Exercise requirements → Select from the records below every line that has the word "this" in it.

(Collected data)
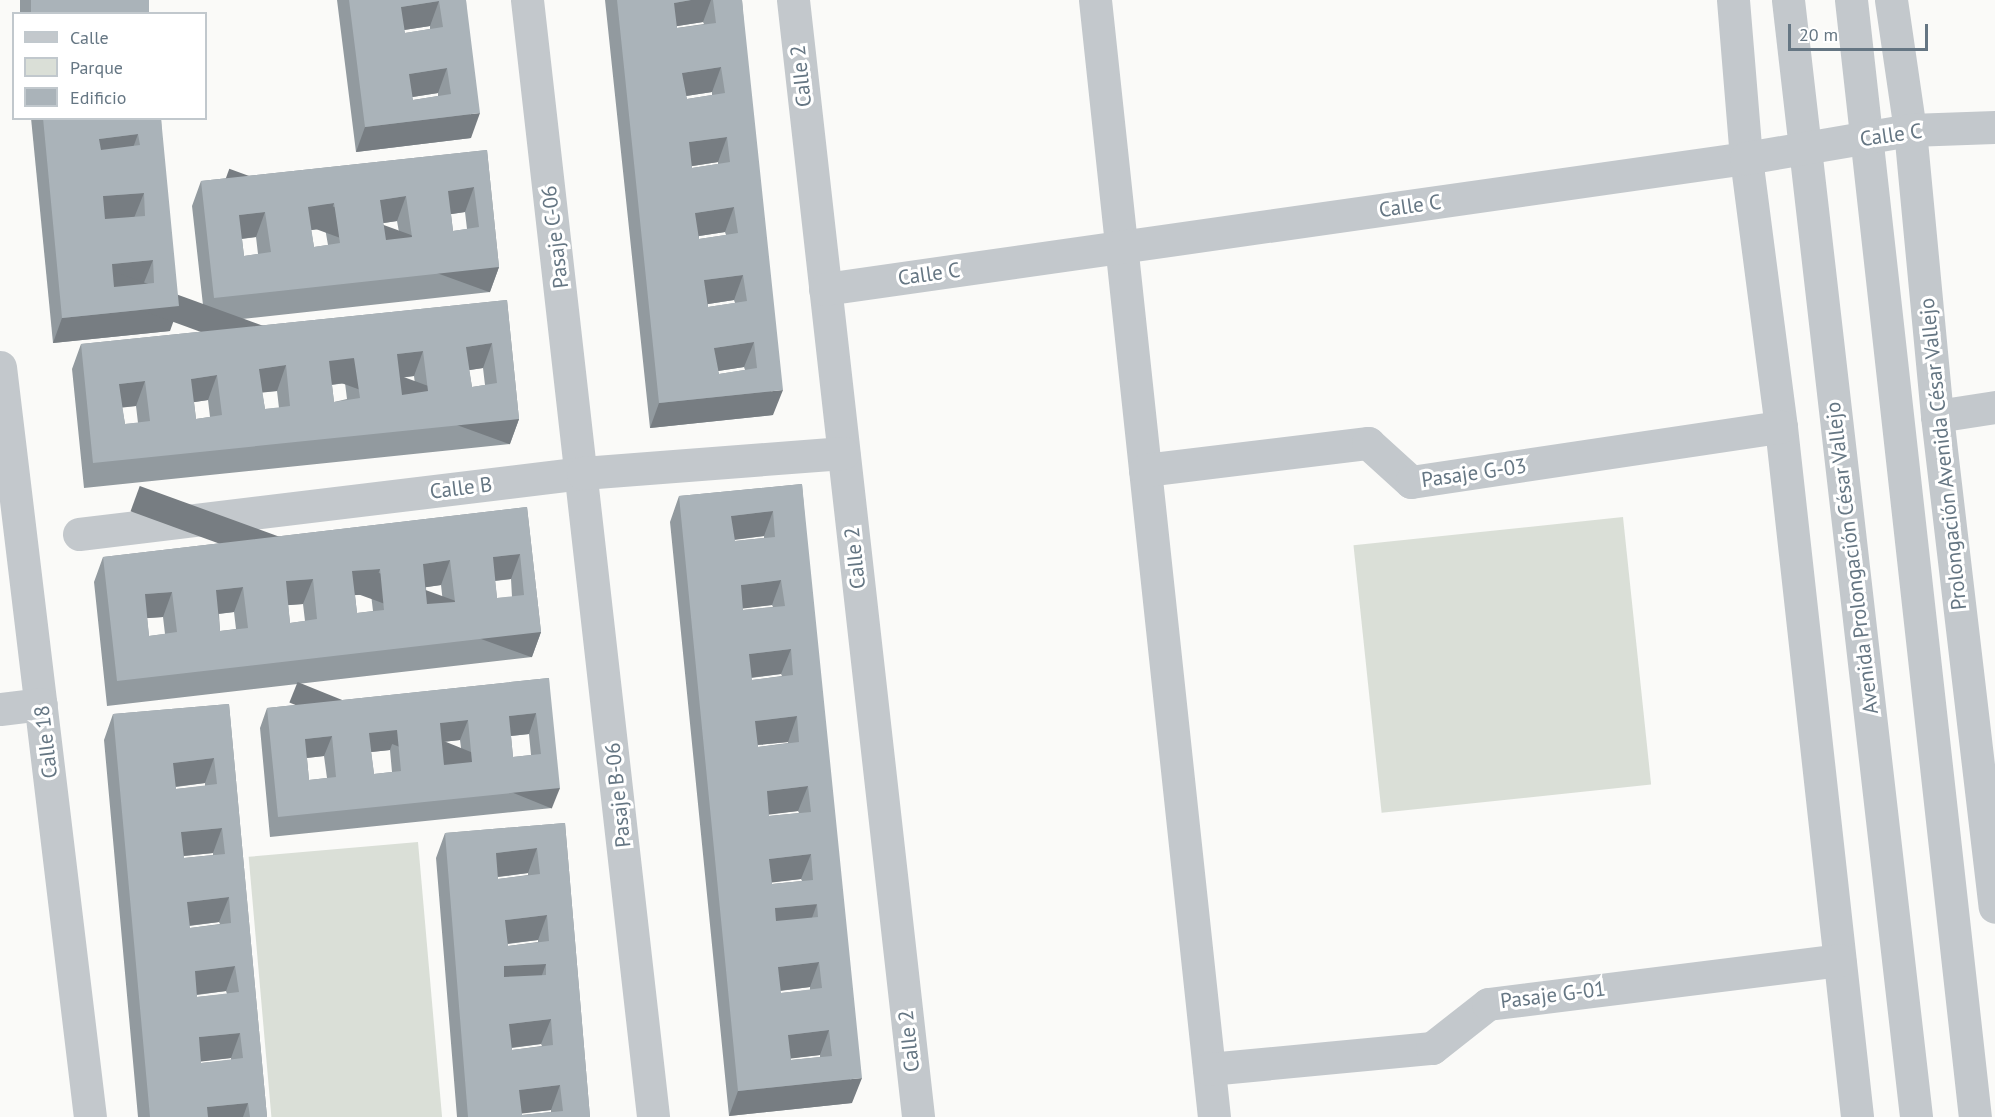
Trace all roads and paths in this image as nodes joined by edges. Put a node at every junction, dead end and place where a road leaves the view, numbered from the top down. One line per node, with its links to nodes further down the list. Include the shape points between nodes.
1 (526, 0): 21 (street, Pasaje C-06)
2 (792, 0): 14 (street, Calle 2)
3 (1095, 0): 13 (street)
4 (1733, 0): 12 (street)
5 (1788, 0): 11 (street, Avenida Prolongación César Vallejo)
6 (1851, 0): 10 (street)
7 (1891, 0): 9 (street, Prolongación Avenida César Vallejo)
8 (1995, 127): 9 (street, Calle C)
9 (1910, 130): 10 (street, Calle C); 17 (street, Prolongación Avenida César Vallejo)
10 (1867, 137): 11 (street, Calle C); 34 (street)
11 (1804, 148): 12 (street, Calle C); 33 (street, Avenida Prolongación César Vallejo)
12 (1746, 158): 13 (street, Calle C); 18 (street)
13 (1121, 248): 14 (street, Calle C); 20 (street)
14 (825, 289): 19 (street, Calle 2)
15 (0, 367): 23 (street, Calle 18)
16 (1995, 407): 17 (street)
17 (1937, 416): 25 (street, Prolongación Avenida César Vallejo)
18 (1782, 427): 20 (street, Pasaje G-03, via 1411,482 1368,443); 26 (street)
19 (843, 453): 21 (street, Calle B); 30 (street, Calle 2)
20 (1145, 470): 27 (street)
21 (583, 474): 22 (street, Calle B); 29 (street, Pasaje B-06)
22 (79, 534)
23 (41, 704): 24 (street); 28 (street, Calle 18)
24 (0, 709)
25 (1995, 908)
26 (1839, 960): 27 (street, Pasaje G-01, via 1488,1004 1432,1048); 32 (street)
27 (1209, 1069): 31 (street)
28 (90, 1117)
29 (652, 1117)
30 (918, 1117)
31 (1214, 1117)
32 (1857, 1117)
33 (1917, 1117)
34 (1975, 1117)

==

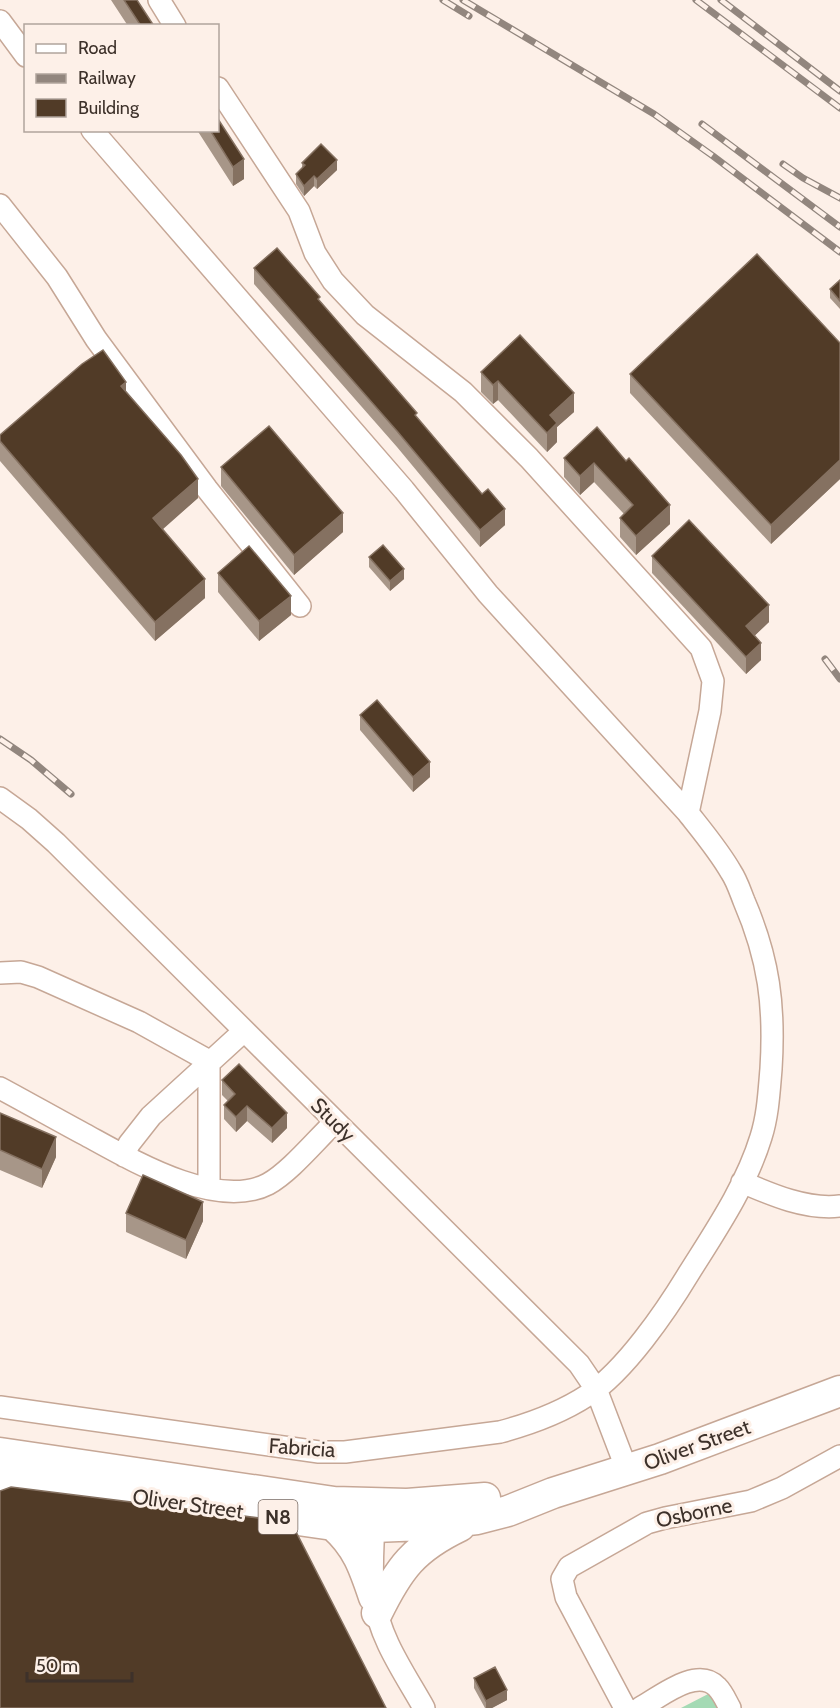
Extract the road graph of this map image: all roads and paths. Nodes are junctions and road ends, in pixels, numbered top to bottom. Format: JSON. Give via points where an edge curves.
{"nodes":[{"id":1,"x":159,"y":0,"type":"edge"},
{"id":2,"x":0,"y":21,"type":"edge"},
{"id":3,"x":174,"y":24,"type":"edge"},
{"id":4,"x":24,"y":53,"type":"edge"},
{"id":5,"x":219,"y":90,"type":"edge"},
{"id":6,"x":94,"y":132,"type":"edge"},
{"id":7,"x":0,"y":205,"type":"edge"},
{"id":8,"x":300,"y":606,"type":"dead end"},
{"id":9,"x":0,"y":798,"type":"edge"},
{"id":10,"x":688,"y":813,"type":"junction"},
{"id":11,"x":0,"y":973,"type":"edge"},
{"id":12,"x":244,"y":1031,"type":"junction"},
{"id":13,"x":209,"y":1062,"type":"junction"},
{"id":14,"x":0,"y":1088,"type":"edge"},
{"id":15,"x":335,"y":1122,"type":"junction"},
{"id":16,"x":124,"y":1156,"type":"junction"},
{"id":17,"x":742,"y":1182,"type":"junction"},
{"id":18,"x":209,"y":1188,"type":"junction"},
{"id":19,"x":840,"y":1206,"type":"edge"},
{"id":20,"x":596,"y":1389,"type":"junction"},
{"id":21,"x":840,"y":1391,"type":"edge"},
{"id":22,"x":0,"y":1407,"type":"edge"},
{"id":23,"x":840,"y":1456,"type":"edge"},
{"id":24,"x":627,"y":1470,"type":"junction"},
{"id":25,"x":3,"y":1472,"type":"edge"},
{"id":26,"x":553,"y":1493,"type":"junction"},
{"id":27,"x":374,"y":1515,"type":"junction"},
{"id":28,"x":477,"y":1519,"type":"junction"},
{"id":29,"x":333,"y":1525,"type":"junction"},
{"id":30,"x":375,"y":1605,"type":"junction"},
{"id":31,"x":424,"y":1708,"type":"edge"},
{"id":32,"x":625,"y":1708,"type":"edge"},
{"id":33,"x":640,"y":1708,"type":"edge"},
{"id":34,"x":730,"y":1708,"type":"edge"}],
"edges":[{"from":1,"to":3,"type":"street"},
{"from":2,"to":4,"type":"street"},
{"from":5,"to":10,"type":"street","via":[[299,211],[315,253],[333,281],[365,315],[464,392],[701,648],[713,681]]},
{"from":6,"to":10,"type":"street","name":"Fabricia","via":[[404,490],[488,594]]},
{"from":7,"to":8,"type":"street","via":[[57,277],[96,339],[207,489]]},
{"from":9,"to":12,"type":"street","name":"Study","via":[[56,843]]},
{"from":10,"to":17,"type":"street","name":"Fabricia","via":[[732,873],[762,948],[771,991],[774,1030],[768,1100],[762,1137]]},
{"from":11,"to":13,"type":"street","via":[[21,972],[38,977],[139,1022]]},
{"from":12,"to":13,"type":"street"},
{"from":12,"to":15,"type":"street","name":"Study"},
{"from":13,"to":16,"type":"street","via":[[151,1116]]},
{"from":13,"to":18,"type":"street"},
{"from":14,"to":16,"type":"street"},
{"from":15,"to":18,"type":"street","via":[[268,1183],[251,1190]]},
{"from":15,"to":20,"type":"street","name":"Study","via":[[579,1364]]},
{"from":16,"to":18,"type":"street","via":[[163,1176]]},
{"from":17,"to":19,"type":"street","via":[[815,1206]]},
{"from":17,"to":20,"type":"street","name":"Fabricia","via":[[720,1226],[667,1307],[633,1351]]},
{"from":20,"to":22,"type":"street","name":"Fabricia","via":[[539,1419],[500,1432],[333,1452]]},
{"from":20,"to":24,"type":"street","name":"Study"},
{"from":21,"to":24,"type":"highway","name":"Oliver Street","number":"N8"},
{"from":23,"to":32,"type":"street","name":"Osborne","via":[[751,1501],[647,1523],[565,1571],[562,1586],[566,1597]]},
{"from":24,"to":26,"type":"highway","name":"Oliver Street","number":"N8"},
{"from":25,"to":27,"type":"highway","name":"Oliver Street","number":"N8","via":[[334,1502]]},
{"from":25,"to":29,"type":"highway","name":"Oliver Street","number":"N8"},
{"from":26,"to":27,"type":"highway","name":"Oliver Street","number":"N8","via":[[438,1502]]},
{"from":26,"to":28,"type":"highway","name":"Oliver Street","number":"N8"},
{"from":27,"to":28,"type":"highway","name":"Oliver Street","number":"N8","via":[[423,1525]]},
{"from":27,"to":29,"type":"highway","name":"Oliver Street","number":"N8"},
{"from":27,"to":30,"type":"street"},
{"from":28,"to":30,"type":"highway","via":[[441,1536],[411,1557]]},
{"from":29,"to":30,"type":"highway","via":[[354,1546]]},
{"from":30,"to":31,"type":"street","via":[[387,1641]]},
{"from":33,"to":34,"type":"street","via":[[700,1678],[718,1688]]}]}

Problem solution →
Trace all roads and paths in this image as nodes joined by edges. Put a node at every junction, dead end and place where a road leaves the view, numbered from the top down. One line per node, with its links to nodes further down the list. Include the shape points between nodes.
Extract the road graph of this map image: all roads and paths. Nodes are junctions and road ends, in pixels, numbered top to bottom. Format: JSON. Give via points where an edge curves.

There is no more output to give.